WHAT YOU SHOULD DO> Could you reproduce, from the records below, everything from the line with "ring pip: (60, 552)" down to the line with "index mcp: (464, 372)", keeping both of those lines and changing nothing?
##### DATA PROVIDED #####
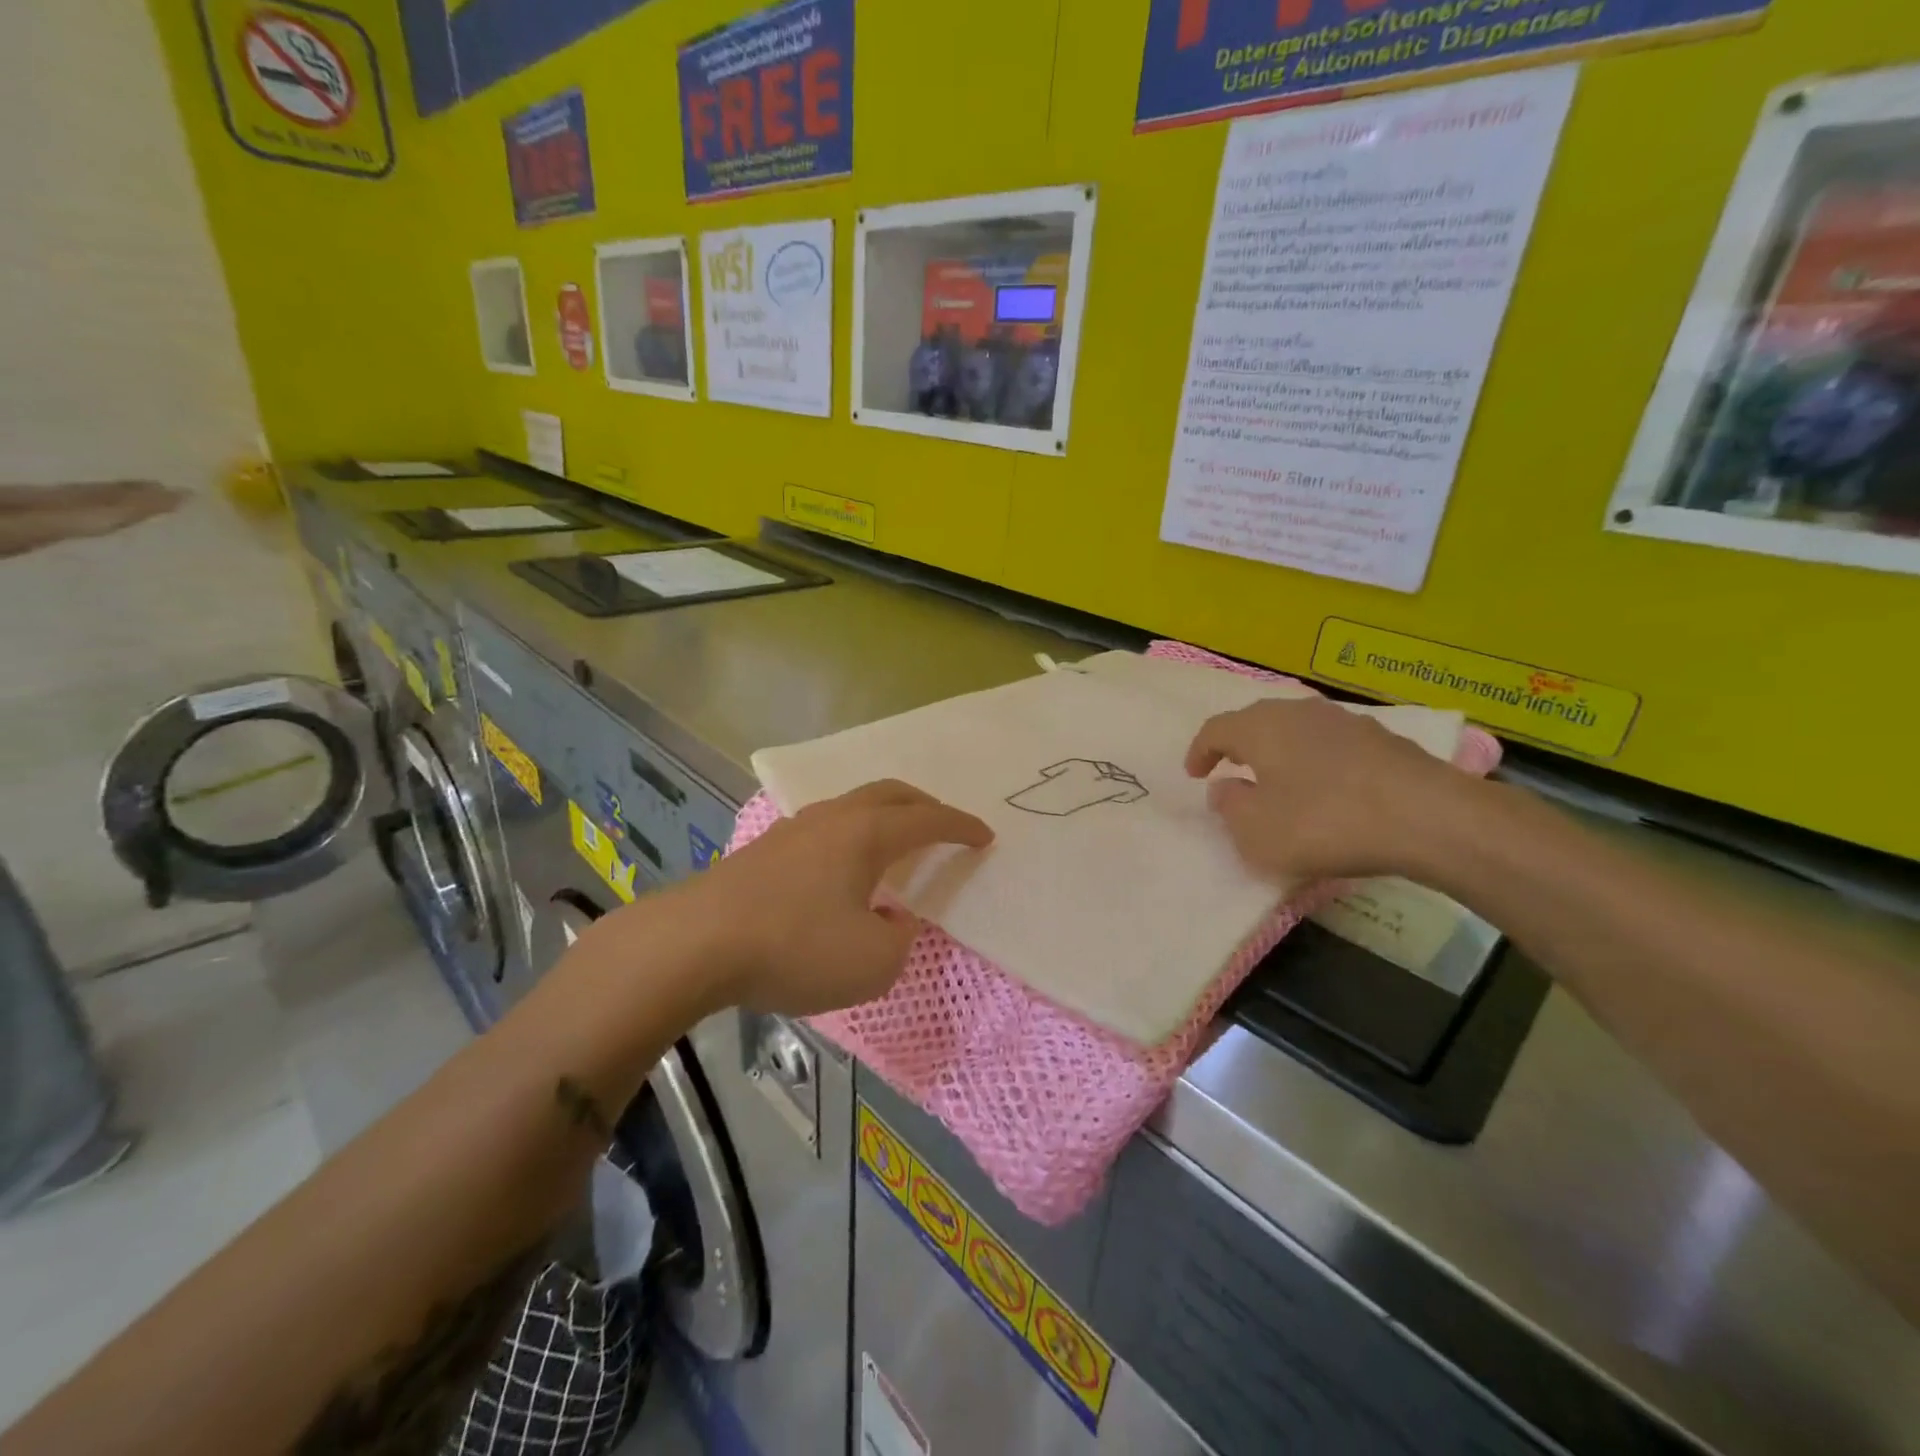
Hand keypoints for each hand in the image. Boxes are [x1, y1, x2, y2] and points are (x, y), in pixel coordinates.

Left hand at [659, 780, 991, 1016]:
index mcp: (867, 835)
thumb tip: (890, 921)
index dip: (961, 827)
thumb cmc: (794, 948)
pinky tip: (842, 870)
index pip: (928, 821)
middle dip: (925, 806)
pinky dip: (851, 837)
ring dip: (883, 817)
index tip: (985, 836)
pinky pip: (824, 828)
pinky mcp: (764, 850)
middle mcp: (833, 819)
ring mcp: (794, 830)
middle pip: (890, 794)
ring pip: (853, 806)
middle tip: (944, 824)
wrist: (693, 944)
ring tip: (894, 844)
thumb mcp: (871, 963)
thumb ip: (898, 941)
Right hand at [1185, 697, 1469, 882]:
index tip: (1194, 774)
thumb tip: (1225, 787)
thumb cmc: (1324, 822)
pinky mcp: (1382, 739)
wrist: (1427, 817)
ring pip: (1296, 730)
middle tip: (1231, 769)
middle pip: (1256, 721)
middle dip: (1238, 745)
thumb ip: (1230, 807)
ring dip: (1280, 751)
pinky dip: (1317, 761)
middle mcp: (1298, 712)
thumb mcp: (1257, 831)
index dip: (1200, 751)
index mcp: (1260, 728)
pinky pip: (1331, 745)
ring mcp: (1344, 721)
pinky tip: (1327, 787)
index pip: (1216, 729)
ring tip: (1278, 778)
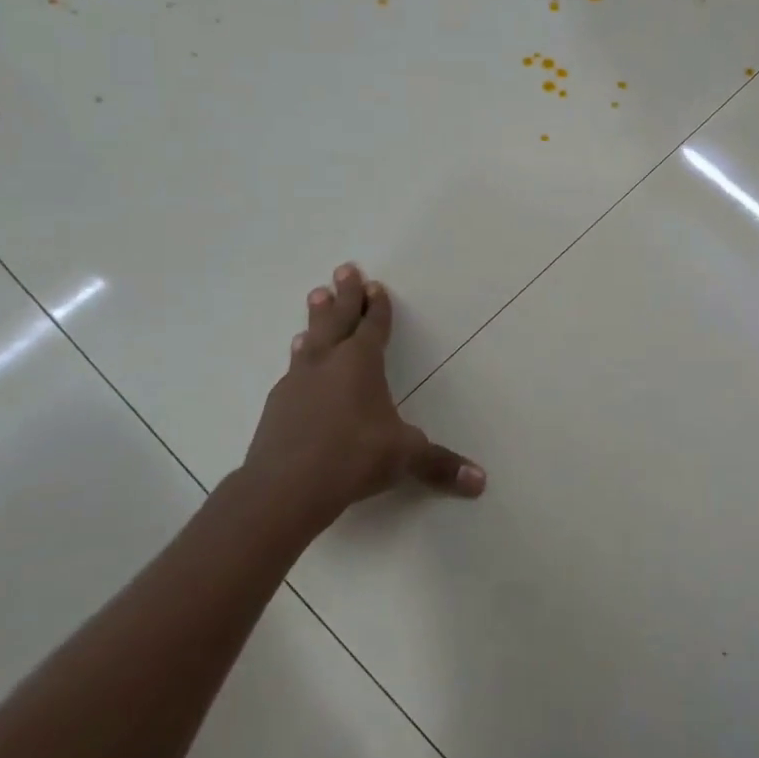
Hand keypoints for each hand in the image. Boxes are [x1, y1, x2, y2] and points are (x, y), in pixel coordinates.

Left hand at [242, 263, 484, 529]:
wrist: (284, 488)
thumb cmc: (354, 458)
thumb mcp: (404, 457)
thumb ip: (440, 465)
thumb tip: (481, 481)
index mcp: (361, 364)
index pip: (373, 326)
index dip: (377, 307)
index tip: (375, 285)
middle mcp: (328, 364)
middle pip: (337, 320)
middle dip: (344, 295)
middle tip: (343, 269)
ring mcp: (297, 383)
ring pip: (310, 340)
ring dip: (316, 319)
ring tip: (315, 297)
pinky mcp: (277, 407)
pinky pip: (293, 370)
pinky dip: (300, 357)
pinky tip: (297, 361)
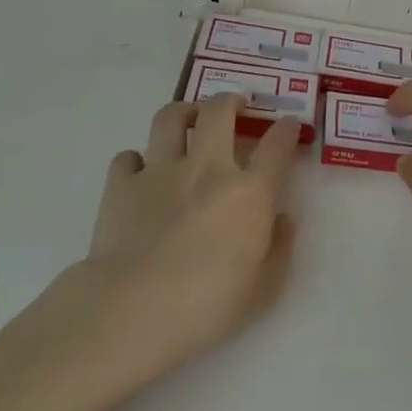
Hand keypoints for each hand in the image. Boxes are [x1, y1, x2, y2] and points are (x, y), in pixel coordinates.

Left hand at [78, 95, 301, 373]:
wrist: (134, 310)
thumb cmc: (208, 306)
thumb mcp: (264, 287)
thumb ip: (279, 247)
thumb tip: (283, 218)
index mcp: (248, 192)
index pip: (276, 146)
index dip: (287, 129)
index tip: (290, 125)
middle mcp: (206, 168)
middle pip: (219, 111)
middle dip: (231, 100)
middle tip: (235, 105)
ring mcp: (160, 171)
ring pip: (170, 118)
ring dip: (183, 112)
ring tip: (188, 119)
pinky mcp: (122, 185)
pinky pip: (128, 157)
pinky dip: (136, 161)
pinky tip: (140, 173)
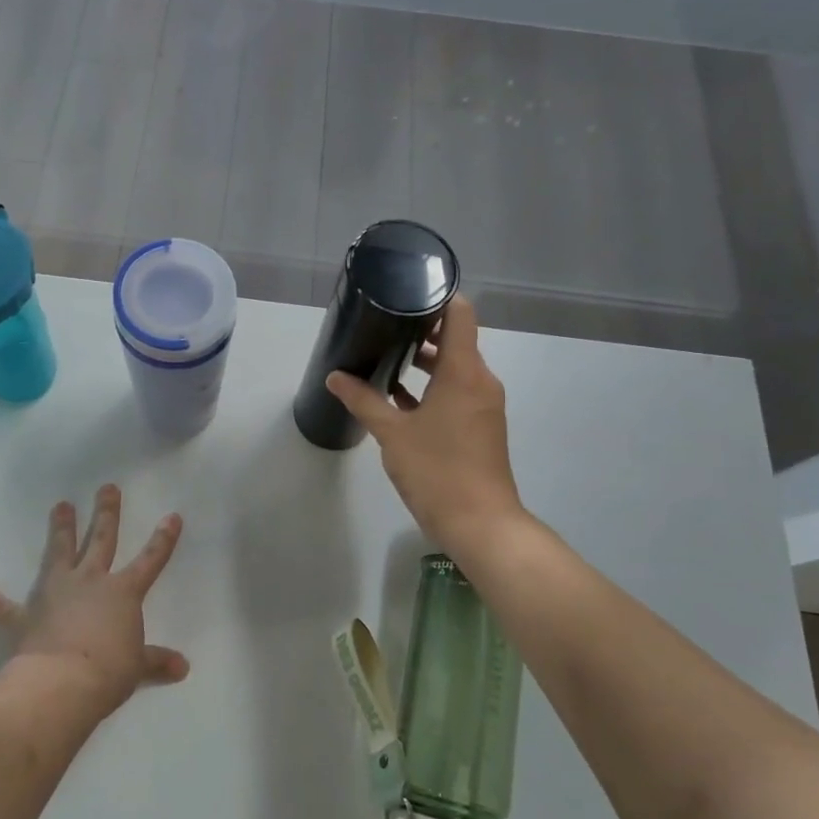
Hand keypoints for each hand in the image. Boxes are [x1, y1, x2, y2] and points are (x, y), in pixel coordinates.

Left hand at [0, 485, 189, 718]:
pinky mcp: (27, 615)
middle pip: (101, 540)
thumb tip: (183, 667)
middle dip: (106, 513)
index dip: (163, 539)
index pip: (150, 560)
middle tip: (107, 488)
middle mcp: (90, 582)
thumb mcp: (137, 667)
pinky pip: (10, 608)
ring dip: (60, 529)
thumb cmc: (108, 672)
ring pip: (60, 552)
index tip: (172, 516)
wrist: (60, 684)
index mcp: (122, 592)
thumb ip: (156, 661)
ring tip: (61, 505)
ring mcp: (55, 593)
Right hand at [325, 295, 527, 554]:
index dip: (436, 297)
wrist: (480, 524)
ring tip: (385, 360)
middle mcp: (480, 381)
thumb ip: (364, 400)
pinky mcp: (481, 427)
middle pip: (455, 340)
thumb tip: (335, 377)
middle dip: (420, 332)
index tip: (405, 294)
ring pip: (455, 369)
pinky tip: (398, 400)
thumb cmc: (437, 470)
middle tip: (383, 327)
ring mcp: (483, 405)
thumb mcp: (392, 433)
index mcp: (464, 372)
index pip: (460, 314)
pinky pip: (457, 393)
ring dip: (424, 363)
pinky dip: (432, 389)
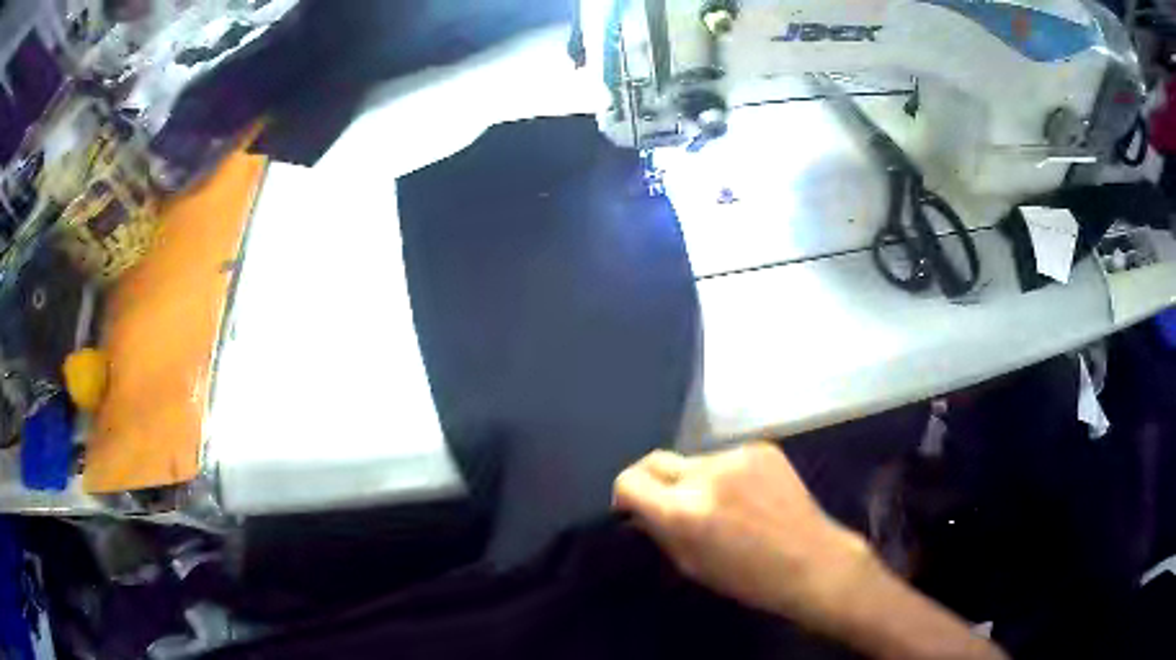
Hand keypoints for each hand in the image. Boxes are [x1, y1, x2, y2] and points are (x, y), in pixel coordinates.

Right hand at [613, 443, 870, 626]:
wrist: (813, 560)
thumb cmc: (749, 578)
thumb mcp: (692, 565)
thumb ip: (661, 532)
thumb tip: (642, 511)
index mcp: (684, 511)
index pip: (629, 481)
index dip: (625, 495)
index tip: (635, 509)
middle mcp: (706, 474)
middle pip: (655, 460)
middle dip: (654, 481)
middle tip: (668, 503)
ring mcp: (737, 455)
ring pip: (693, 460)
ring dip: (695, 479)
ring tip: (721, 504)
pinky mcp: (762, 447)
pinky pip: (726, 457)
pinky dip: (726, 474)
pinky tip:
#####
RESULT FOR THIS EXERCISE>
ring pip: (60, 552)
index tip: (172, 516)
wrist: (60, 684)
index mcp: (122, 592)
thumb ip: (156, 661)
ring tip: (61, 505)
ring mcp: (55, 593)
Right hand at [325, 295, 527, 554]:
index dip: (436, 297)
wrist: (480, 524)
ring tip: (385, 360)
middle mcp: (480, 381)
thumb ip: (364, 400)
pinky mcp: (481, 427)
middle pip: (455, 340)
thumb tip: (335, 377)
middle dip: (420, 332)
index tip: (405, 294)
ring pip: (455, 369)
pinky tip: (398, 400)
thumb cmc: (437, 470)
middle tip: (383, 327)
ring mcp: (483, 405)
thumb mcp: (392, 433)
index mcp: (464, 372)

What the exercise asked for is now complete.